> About this exercise
Look through the material below. Return exactly the lines from the one with "options.set_hint_metrics(cairo.HINT_METRICS_OFF)" through the one with "c.restore()", both included.

> Exercise data
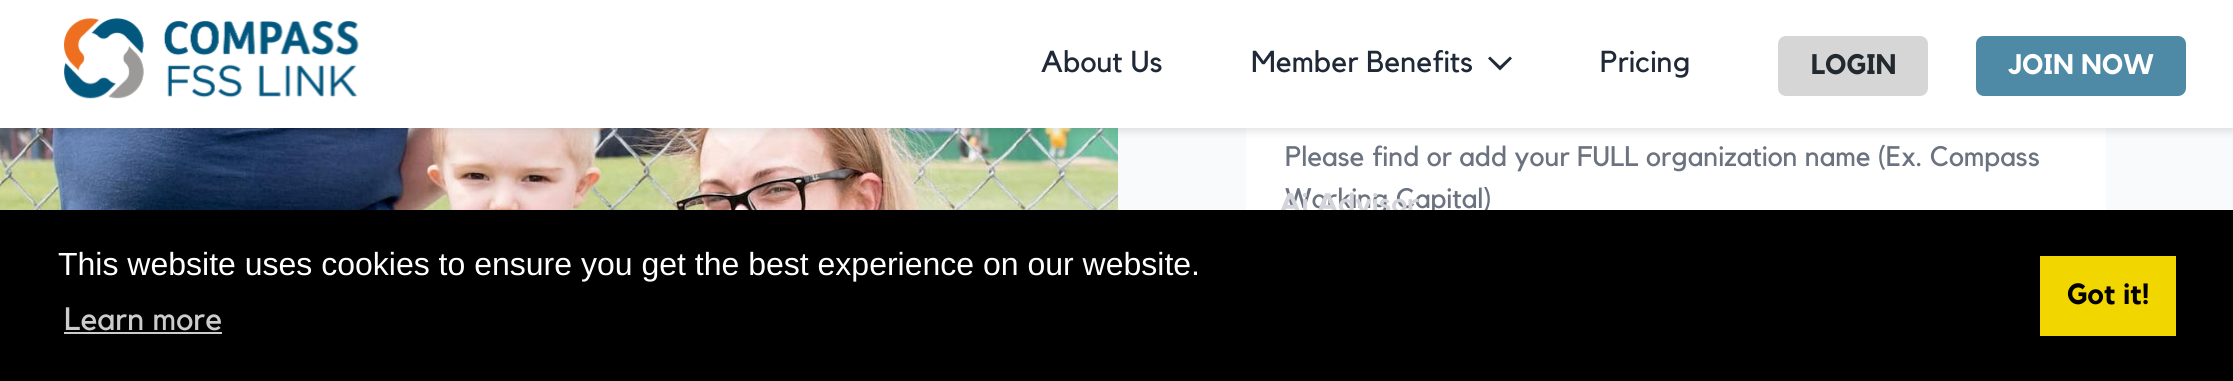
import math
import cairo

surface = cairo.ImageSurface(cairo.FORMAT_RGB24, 2233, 381)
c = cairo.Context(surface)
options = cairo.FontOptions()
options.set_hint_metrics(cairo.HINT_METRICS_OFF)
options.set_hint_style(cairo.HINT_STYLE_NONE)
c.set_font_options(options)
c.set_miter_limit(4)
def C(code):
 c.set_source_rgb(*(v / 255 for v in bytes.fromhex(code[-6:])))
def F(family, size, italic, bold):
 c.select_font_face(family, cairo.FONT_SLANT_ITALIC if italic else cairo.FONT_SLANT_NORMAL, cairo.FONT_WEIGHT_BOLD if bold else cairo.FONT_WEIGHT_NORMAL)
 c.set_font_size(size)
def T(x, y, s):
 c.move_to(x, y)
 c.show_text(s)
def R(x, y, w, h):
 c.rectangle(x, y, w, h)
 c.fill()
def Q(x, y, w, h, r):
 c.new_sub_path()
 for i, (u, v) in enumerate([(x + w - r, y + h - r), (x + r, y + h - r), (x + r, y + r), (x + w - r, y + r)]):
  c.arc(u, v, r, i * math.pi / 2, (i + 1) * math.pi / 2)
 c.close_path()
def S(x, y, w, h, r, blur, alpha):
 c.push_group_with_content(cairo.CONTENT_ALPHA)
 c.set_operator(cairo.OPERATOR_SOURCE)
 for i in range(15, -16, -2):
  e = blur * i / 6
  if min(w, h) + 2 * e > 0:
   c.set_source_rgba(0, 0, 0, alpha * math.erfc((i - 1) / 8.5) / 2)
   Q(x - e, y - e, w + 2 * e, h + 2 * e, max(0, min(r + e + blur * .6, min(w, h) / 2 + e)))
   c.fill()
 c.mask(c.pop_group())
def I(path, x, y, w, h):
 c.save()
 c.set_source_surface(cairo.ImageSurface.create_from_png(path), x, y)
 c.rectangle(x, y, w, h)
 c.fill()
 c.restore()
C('f9fafb')
c.paint()
I('2.png',0,128,1118,82)
C('ffffff')
R(1246,128,860,82)
C('000000')
S(0,4,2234,128,0,4,.1)
C('ffffff')
R(0,0,2233,128)
I('1.png',64,18,295,81)
F('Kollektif',30,0,0)
C('1f2937')
T(1041,72,'About Us')
T(1251,72,'Member Benefits')
c.new_path()
c.move_to(1490,56.5)
c.line_to(1488,58.5)
c.line_to(1500,70.5)
c.line_to(1512,58.5)
c.line_to(1510,56.5)
c.line_to(1500,66)
c.close_path()
c.fill()
F('Kollektif',28,0,0)
C('6b7280')
T(1285,208,'Working Capital)')
F('Kollektif',28,0,1)
C('d3d5da')
T(1279,213,'Ai Advisor')
F('Kollektif',30,0,0)
C('1f2937')
T(1600,72,'Pricing')
C('d7d6d6')
Q(1778,36,150,60,8)
c.fill()
F('Kollektif',28,0,1)
C('22292f')
T(1811,74,'LOGIN')
C('4e89a5')
Q(1976,36,210,60,8)
c.fill()
C('ffffff')
T(2008,74,'JOIN NOW')
F('Kollektif',28,0,0)
C('6b7280')
T(1285,166,'Please find or add your FULL organization name (Ex. Compass')
C('000000')
R(0,210,2233,171)
F('Liberation Sans',32,0,0)
C('ffffff')
T(58,275,'This website uses cookies to ensure you get the best experience on our website.')
F('Kollektif',32,0,0)
C('cccccc')
T(64,330,'Learn more')
R(64,332,158,2)
C('f1d600')
R(2040,256,136,80)
F('Kollektif',29,0,1)
C('000000')
T(2067,304,'Got it!')
surface.write_to_png('o.png')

> Response for this exercise
options.set_hint_metrics(cairo.HINT_METRICS_OFF)
options.set_hint_style(cairo.HINT_STYLE_NONE)
c.set_font_options(options)
c.set_miter_limit(4)
def C(code):
 c.set_source_rgb(*(v / 255 for v in bytes.fromhex(code[-6:])))
def F(family, size, italic, bold):
 c.select_font_face(family, cairo.FONT_SLANT_ITALIC if italic else cairo.FONT_SLANT_NORMAL, cairo.FONT_WEIGHT_BOLD if bold else cairo.FONT_WEIGHT_NORMAL)
 c.set_font_size(size)
def T(x, y, s):
 c.move_to(x, y)
 c.show_text(s)
def R(x, y, w, h):
 c.rectangle(x, y, w, h)
 c.fill()
def Q(x, y, w, h, r):
 c.new_sub_path()
 for i, (u, v) in enumerate([(x + w - r, y + h - r), (x + r, y + h - r), (x + r, y + r), (x + w - r, y + r)]):
  c.arc(u, v, r, i * math.pi / 2, (i + 1) * math.pi / 2)
 c.close_path()
def S(x, y, w, h, r, blur, alpha):
 c.push_group_with_content(cairo.CONTENT_ALPHA)
 c.set_operator(cairo.OPERATOR_SOURCE)
 for i in range(15, -16, -2):
  e = blur * i / 6
  if min(w, h) + 2 * e > 0:
   c.set_source_rgba(0, 0, 0, alpha * math.erfc((i - 1) / 8.5) / 2)
   Q(x - e, y - e, w + 2 * e, h + 2 * e, max(0, min(r + e + blur * .6, min(w, h) / 2 + e)))
   c.fill()
 c.mask(c.pop_group())
def I(path, x, y, w, h):
 c.save()
 c.set_source_surface(cairo.ImageSurface.create_from_png(path), x, y)
 c.rectangle(x, y, w, h)
 c.fill()
 c.restore()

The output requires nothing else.